◆ **WORK INSTRUCTIONS**: Look through the data below and, wherever a line carries the word "Siemens", please copy that line.

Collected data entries
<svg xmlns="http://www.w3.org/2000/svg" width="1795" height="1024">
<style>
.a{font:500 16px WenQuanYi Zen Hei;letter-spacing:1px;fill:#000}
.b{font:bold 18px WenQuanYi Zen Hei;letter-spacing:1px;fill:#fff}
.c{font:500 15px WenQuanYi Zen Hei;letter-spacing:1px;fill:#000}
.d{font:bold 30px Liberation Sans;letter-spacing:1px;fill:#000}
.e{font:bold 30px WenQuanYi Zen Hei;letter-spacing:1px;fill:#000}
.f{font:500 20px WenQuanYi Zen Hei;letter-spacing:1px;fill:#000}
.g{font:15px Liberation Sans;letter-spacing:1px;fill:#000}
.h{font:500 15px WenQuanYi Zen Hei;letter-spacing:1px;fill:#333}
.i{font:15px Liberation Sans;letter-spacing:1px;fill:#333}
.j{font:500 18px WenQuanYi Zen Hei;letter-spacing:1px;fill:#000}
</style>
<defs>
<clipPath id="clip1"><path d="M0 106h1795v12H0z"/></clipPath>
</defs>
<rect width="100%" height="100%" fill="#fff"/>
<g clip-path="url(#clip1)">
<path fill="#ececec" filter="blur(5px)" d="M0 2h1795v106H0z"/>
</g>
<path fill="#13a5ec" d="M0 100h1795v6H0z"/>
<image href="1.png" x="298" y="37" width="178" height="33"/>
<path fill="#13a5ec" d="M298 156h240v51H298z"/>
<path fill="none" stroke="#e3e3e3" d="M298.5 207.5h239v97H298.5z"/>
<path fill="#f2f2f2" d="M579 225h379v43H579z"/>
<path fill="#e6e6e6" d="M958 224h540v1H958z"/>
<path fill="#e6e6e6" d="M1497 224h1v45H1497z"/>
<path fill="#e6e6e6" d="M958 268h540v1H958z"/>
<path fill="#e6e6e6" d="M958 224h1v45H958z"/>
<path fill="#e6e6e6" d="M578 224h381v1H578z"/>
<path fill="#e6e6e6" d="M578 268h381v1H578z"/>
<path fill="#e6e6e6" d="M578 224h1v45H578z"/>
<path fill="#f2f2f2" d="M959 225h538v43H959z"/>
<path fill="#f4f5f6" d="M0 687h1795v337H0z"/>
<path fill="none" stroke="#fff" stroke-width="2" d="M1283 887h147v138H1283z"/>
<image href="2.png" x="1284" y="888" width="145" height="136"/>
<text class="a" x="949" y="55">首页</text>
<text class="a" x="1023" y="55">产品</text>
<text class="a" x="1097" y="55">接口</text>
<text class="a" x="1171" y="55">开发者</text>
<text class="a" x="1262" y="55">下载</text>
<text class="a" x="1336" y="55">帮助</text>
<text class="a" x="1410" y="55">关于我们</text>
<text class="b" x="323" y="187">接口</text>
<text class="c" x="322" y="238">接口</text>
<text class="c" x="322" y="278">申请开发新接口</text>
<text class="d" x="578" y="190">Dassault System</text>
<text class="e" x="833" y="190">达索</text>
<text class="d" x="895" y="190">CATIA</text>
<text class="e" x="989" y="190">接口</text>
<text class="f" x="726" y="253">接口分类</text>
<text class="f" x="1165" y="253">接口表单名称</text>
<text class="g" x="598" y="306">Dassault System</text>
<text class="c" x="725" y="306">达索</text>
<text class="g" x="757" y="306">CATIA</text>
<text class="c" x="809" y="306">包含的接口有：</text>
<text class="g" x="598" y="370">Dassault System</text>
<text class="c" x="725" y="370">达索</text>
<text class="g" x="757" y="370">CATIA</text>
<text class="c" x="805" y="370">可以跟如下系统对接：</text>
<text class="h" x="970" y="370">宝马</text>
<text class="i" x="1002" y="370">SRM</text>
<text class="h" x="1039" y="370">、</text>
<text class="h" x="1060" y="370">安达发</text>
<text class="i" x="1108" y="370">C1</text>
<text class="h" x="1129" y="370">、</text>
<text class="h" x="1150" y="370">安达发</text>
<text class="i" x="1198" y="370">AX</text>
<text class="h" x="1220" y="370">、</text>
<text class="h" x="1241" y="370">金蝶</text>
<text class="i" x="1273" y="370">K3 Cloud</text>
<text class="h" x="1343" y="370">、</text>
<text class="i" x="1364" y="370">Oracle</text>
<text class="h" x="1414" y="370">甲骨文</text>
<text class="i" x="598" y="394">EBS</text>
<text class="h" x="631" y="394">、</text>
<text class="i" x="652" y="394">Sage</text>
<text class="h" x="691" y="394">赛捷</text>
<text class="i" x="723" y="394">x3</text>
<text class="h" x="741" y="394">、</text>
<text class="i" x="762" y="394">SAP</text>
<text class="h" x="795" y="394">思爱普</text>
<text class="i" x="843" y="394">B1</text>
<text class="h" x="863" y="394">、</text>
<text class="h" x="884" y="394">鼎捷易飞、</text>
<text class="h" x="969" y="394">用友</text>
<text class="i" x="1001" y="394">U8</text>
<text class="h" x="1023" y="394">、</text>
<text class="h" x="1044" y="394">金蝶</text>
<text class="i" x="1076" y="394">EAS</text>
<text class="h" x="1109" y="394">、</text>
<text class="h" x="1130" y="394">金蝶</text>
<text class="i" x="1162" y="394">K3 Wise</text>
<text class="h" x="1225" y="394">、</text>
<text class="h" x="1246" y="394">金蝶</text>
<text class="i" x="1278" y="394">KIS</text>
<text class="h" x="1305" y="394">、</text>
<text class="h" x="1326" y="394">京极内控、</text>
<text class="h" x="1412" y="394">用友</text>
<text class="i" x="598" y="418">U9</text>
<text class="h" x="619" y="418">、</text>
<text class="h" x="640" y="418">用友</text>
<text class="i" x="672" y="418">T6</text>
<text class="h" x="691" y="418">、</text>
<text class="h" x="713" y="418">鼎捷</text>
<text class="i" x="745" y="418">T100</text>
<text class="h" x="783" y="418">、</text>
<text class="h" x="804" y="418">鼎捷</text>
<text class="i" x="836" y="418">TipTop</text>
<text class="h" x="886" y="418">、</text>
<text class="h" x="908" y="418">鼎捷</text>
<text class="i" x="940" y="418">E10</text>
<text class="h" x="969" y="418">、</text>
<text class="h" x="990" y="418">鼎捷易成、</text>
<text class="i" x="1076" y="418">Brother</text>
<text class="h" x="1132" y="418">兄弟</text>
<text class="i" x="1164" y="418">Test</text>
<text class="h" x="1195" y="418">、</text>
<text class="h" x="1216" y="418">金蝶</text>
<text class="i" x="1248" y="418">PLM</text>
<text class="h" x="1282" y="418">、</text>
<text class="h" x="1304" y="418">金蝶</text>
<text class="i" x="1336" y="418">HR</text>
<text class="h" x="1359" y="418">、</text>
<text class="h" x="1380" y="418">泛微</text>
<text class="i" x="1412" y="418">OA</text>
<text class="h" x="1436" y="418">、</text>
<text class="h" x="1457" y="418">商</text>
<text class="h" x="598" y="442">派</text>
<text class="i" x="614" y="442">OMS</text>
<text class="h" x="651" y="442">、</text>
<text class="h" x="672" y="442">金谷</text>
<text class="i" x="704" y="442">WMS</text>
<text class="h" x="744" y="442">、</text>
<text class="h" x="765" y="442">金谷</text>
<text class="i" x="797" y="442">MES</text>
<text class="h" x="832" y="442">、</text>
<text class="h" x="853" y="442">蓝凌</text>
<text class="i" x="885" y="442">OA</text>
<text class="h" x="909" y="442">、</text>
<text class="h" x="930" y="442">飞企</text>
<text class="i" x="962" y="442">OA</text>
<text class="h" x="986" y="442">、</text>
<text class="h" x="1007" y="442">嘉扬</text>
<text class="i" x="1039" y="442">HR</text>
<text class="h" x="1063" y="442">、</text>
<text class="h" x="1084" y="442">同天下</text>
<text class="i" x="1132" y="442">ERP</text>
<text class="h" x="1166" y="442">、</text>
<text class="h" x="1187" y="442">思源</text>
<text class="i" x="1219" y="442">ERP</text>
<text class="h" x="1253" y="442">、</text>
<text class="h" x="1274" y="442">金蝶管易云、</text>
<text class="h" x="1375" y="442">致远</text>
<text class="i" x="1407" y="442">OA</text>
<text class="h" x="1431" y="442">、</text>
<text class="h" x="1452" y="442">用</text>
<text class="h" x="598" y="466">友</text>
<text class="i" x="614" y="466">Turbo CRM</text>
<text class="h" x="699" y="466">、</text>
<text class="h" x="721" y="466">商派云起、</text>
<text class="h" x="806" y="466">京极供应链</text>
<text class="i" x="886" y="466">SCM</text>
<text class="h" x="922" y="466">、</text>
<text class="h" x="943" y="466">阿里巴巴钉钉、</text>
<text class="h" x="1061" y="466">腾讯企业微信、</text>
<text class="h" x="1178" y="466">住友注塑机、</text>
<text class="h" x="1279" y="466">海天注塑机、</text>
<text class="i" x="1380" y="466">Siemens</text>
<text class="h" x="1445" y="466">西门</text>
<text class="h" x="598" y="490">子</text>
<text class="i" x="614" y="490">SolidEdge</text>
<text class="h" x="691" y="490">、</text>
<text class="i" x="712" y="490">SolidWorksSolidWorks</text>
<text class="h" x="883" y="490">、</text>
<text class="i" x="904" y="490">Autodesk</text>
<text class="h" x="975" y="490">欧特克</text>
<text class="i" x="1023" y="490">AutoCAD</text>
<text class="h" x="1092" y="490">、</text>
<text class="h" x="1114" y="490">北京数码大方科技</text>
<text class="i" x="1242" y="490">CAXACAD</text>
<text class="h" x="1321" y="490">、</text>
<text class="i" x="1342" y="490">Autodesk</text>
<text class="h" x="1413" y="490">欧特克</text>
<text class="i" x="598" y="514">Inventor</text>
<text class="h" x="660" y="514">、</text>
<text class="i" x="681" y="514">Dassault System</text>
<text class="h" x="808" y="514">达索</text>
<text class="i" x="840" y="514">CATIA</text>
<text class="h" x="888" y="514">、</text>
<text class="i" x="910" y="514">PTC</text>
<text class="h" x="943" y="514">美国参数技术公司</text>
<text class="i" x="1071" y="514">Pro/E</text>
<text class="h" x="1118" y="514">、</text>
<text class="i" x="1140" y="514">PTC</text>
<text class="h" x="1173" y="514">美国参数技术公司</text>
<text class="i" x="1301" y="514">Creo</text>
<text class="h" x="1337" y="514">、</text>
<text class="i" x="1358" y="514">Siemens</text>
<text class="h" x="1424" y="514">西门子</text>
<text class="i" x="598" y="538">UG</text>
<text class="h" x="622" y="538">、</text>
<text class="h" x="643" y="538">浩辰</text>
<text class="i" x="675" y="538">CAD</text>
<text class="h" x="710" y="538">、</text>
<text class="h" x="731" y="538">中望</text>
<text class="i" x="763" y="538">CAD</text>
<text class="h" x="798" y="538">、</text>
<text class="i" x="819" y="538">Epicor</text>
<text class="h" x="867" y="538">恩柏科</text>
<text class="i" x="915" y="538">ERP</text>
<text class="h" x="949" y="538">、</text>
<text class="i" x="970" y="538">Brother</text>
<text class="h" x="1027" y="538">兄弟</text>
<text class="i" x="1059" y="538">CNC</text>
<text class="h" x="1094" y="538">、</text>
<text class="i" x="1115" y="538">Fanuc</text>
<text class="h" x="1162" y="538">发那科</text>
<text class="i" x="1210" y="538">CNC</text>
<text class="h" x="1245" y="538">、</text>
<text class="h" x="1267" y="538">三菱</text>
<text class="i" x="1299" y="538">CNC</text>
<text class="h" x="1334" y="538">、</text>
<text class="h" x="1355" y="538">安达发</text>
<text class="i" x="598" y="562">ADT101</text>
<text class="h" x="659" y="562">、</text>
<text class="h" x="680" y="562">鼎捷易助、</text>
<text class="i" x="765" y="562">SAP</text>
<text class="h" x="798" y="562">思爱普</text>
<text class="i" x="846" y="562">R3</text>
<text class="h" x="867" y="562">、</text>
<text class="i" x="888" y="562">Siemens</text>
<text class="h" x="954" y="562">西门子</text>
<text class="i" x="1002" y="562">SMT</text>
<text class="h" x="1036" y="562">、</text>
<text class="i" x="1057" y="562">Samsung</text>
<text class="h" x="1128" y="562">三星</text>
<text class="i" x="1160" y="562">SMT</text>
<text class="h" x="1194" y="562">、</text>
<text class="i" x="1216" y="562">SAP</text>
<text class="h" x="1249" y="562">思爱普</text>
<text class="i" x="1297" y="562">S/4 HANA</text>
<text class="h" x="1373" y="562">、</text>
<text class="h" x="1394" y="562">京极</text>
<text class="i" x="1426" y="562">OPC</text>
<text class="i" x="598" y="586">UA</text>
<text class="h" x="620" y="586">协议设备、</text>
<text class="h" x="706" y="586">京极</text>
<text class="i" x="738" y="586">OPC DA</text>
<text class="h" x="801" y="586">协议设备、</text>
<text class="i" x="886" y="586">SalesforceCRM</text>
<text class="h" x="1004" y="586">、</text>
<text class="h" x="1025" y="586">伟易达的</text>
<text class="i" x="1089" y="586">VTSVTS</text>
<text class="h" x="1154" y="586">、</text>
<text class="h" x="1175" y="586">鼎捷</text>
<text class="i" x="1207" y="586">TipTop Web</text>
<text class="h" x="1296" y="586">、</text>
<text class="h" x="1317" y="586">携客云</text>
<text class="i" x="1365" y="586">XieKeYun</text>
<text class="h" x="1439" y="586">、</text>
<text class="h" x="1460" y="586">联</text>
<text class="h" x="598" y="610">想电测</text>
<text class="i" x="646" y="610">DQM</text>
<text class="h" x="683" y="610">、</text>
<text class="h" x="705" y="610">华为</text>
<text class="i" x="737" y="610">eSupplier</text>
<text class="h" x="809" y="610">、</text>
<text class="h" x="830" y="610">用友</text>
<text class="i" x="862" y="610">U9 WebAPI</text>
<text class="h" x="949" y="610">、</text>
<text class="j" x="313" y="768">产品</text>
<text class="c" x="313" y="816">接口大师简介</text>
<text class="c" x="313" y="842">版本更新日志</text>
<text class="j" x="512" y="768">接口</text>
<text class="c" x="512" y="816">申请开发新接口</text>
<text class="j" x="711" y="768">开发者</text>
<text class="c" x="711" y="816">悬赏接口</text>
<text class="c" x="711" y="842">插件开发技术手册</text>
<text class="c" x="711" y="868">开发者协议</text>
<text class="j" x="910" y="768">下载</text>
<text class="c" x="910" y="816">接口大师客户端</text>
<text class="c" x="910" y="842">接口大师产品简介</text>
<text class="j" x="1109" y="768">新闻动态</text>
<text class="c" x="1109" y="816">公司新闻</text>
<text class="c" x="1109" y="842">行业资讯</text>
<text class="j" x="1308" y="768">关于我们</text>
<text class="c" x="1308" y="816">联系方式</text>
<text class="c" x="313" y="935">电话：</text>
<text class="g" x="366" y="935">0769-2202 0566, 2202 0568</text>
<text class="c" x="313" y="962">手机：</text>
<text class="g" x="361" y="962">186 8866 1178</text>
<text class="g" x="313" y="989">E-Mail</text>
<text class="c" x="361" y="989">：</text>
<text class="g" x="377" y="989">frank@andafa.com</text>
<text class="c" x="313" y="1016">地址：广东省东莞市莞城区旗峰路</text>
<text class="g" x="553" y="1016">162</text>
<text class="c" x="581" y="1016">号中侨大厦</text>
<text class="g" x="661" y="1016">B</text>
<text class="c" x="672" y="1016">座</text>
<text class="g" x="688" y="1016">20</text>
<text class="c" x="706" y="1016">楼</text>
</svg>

◆ **OUTPUT OF THE EXERCISE**:
<text class="i" x="1380" y="466">Siemens</text>
<text class="i" x="1358" y="514">Siemens</text>
<text class="i" x="888" y="562">Siemens</text>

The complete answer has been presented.